A comprehensive review on consolidated bioprocessing systems by Salehi Jouzani and Taherzadeh (2015) highlighted different CBP strategies, diversity in substrate types and the organisms involved in fermenting the sugars. One of the main challenges remains the simultaneous production of the amylases with high substrate affinities and specific activity (den Haan et al., 2013). In addition, fermentation requirements are ethanol concentrations in excess of 10-12% (w·v−1) within 48 to 72 hours (Bothast and Schlicher, 2005). For example, raw starch amylase encoding genes from Lipomyces kononenkoae and Saccharomycopsis fibuligera (Eksteen et al., 2003; Knox et al., 2004), Rhizopus arrhizus (Yang et al., 2011), Aspergillus tubingensis (Viktor et al., 2013) and Thermomyces lanuginoses and S. fibuligera or L. kononenkoae (LKA1) protein (U.S. Pat. No. 9,243,256) have been expressed in Saccharomyces cerevisiae, a yeast which is an efficient ethanol producer but which on its own lacks the ability to degrade starch.
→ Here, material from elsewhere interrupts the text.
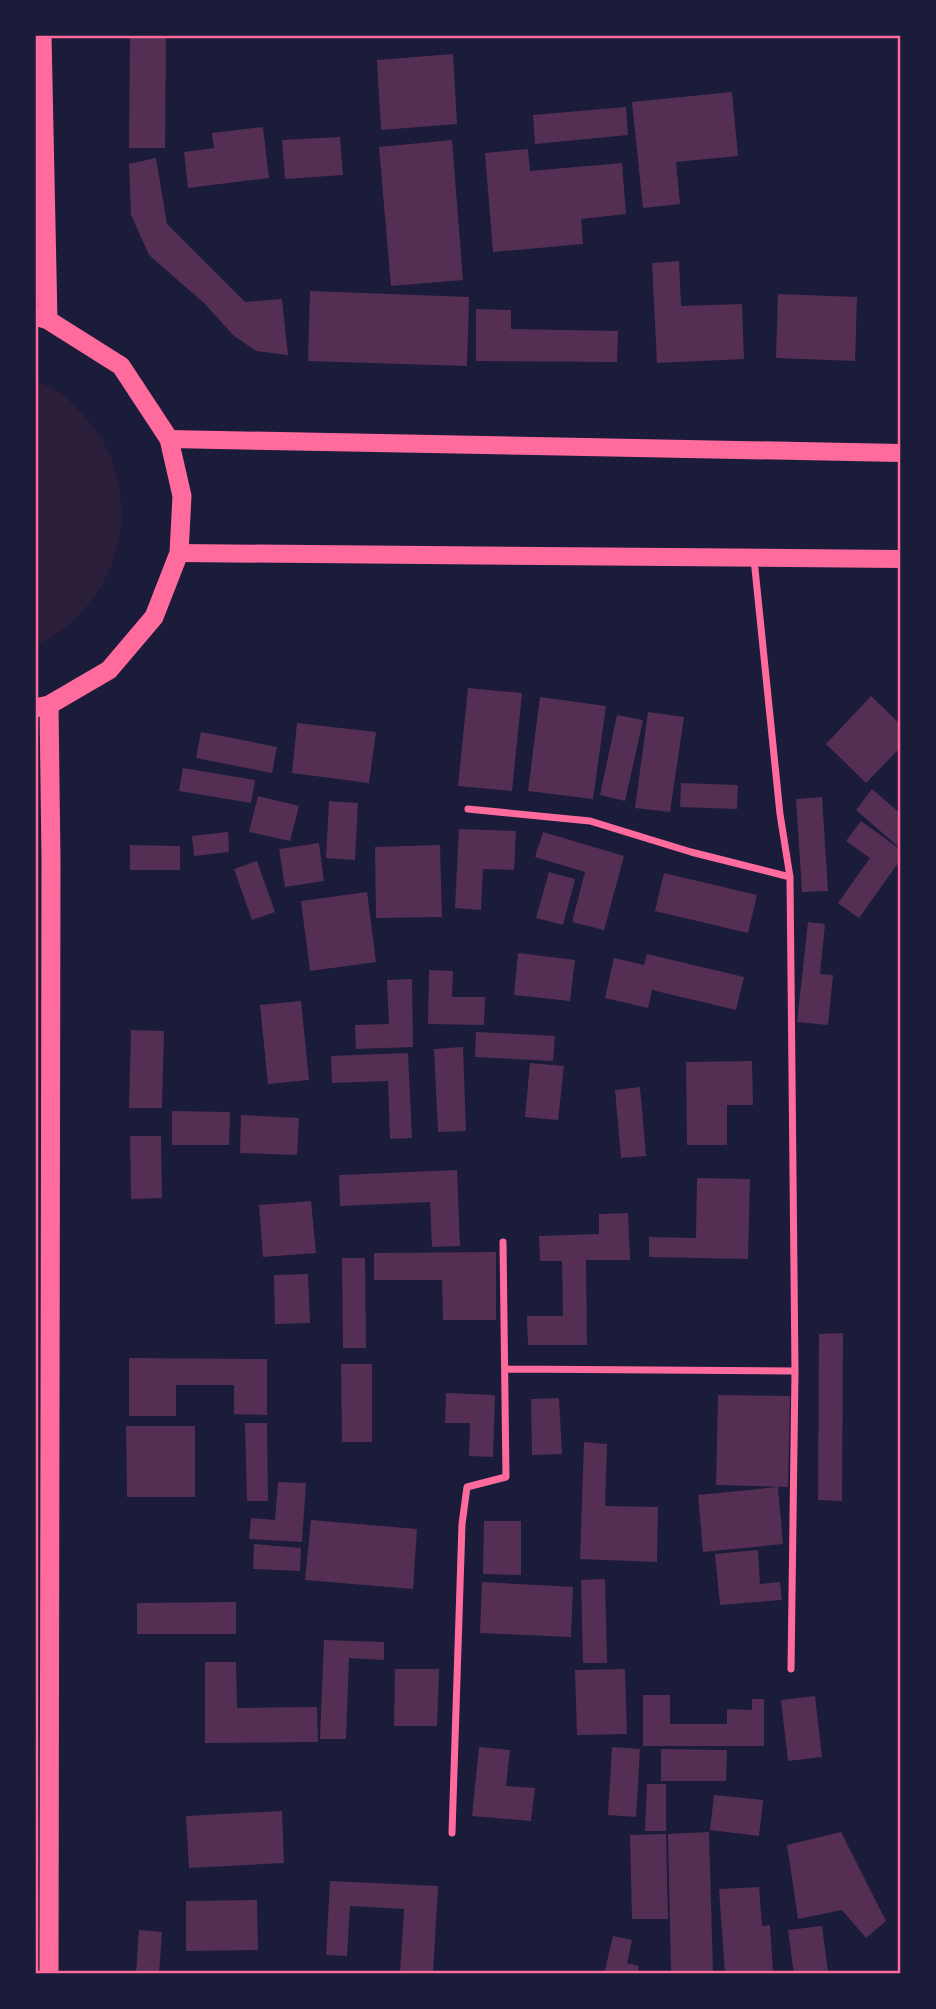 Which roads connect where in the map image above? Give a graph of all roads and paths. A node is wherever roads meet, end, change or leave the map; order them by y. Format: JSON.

However, none of these transformed yeasts produce sufficient amounts of amylase to support efficient conversion of raw starch to ethanol in a single step at commercial scale. Although a bioengineered S. cerevisiae strain that secretes a glucoamylase is commercially available (TransFerm® from Lallemand (www.ethanoltech.com/transferm)), it lacks the required α-amylase enzymes for starch liquefaction (den Haan et al., 2015) and is therefore only a semi-CBP yeast. The TransFerm® yeast strain is thus only suitable for the conventional (warm) process, as it only consolidates the saccharification and fermentation processes after starch liquefaction. CBP has therefore not yet been implemented on a commercial level, with the main challenge being the availability of a microorganism that can express suitable enzymes and have a high fermentation capacity.
Other cold simultaneous saccharification and fermentation (SSF) processes have been developed for ethanol production from starchy substrates (Balcerek and Pielech-Przybylska, 2013; Szymanowska-Powalowska et al., 2014; Nkomba et al., 2016). In these processes, granular starch hydrolyzing enzyme (GSHE) cocktails are added to the feedstock in addition to the yeast. Genencor's STARGEN 001™ and STARGEN 002™ cocktails (Dupont-Danisco, Itasca, Itasca) hydrolyse raw starch at low temperatures (48° C. recommended for SSF), while POET (Sioux Falls, South Dekota, USA) uses a patented blend of Novozymes enzymes (POET BPX technology) in an SSF process (Görgens et al., 2015). However, these cold starch hydrolysis processes require high enzyme loadings and the cost of the commercial enzymes, e.g. STARGEN™ (Genencor International, California, USA), is high.
There thus remains a need for a yeast which can be used in a CBP process for producing ethanol from raw starch, without requiring the addition of amylases from a source other than the yeast.